In 2013 the AFP sacked Elias Farah because it considered him a high threat to the law enforcement organisation and a significant risk to its operational security after the agency uncovered a string of code of conduct breaches.

Farah, who worked in the ACT and Sydney during a 10-year career, had already been suspended with and without pay since in October 2012. 

The Fair Work Commission found, on balance, the dismissal was not harsh, unjust or unreasonable.

Farah's misconduct included sending personal mail from his father in Australia to his uncle in Lebanon via an Australian government diplomatic bag.

Although Farah said he did this inadvertently because he did not know how the AFP's internal mail system worked, Fair Work Commissioner Helen Cargill said in her decision it displayed a "total lack of appreciation for the distinction between the personal and the professional".

Other code of conduct breaches upheld by the commission included agreeing to provide AFP information to acquaintances between July 2008 and November 2009.

Once, after a request from a family friend, Farah asked a NSW Police contact to find out the owner of a registration number involved in a traffic incident.

The NSW Police contact never gave Farah the details.

"Whether it was for the purpose of testing the driver for drugs and/or alcohol or because there was a complaint about the supposed tardiness of the NSW Police or indeed for some other unsavoury intention of his friend as suggested by the respondent, there was no legitimate reason for the applicant's inquiry," Commissioner Cargill said.   

Farah used the AFP computer system to look up the publicly-available Australian electoral roll for a female friend who wanted him to help her research the "subject of her dreams".

And on a third occasion he told a "friend of a friend" he would access a brief of evidence relating to a particular legal matter but made no attempt to do it.

When asked why he told this acquaintance he would source the information, the Fair Work Commission para-phrased Farah's response as ​'we lie to members of the community on a daily basis in the AFP'.

Farah said such requests were received by him from members of the community on an almost daily basis.

While he considered such requests part of his role in the community liaison team, Commissioner Cargill said Farah had shown "a troubling lack of judgement" which reflected poorly on the integrity and good reputation of the AFP.

In 2008 and 2009 he prepared and provided a series of references and testimonials for friends and acquaintances on AFP letterhead without authorisation.

Two were for court-related purposes while a third was to help someone obtain a security licence and was addressed to the Victorian Police licensing services division.

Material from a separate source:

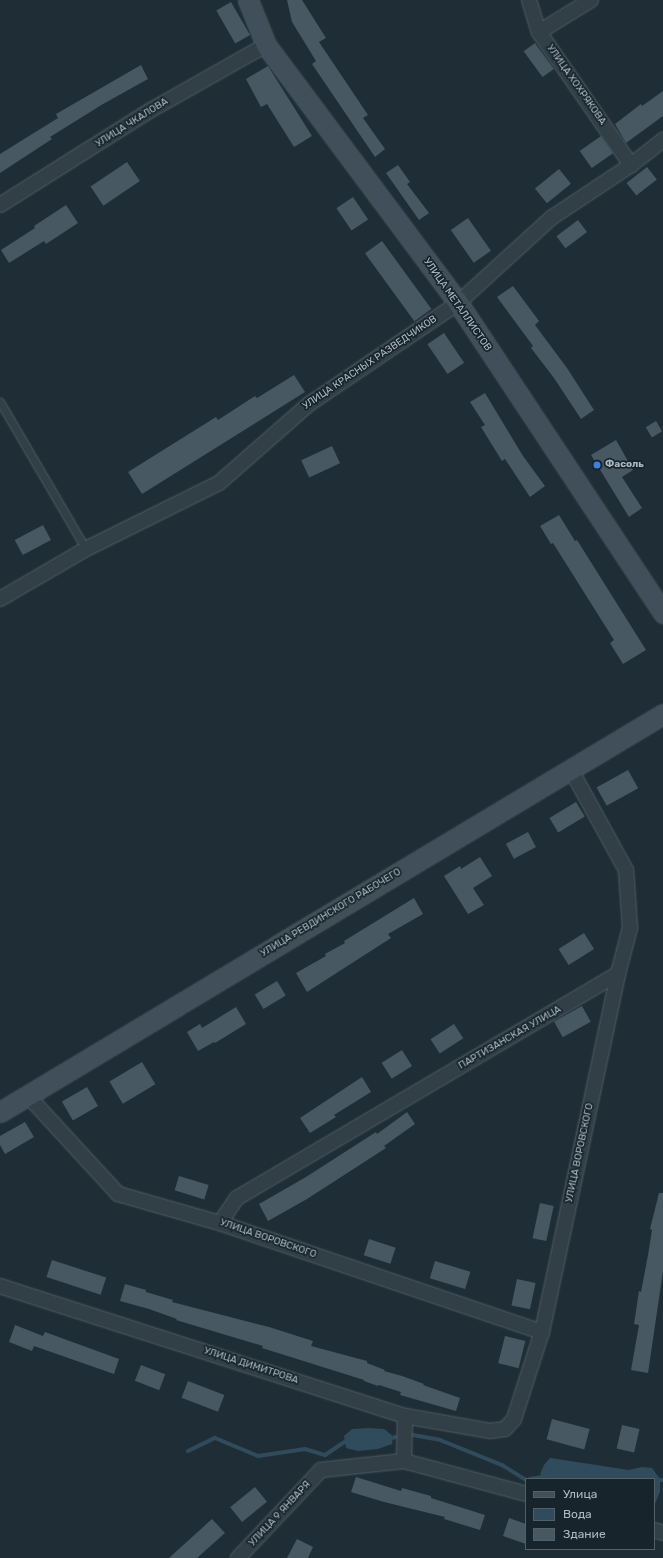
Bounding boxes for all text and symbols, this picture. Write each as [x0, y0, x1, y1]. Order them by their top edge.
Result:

"Provision of personal references on official letterhead has real potential to affect the reputation of the AFP which is no doubt why prior authorisation is required," Commissioner Cargill said.

"The applicant's failure to even consider the possibility that there might be a guideline or policy on the subject of providing references is in itself a concern."

The commission did not agree with the AFP that Farah deliberately over-inflated information about human sources he had recruited during professional development assessments.

Instead the commission found it was a misunderstanding regarding terminology.

theage.com.au 7 May 2015

Once again the corruption of the police 'force' is being exposed, where realistically the slate needs to wiped clean!

Australia's police force is one of the country's largest organised crime networks.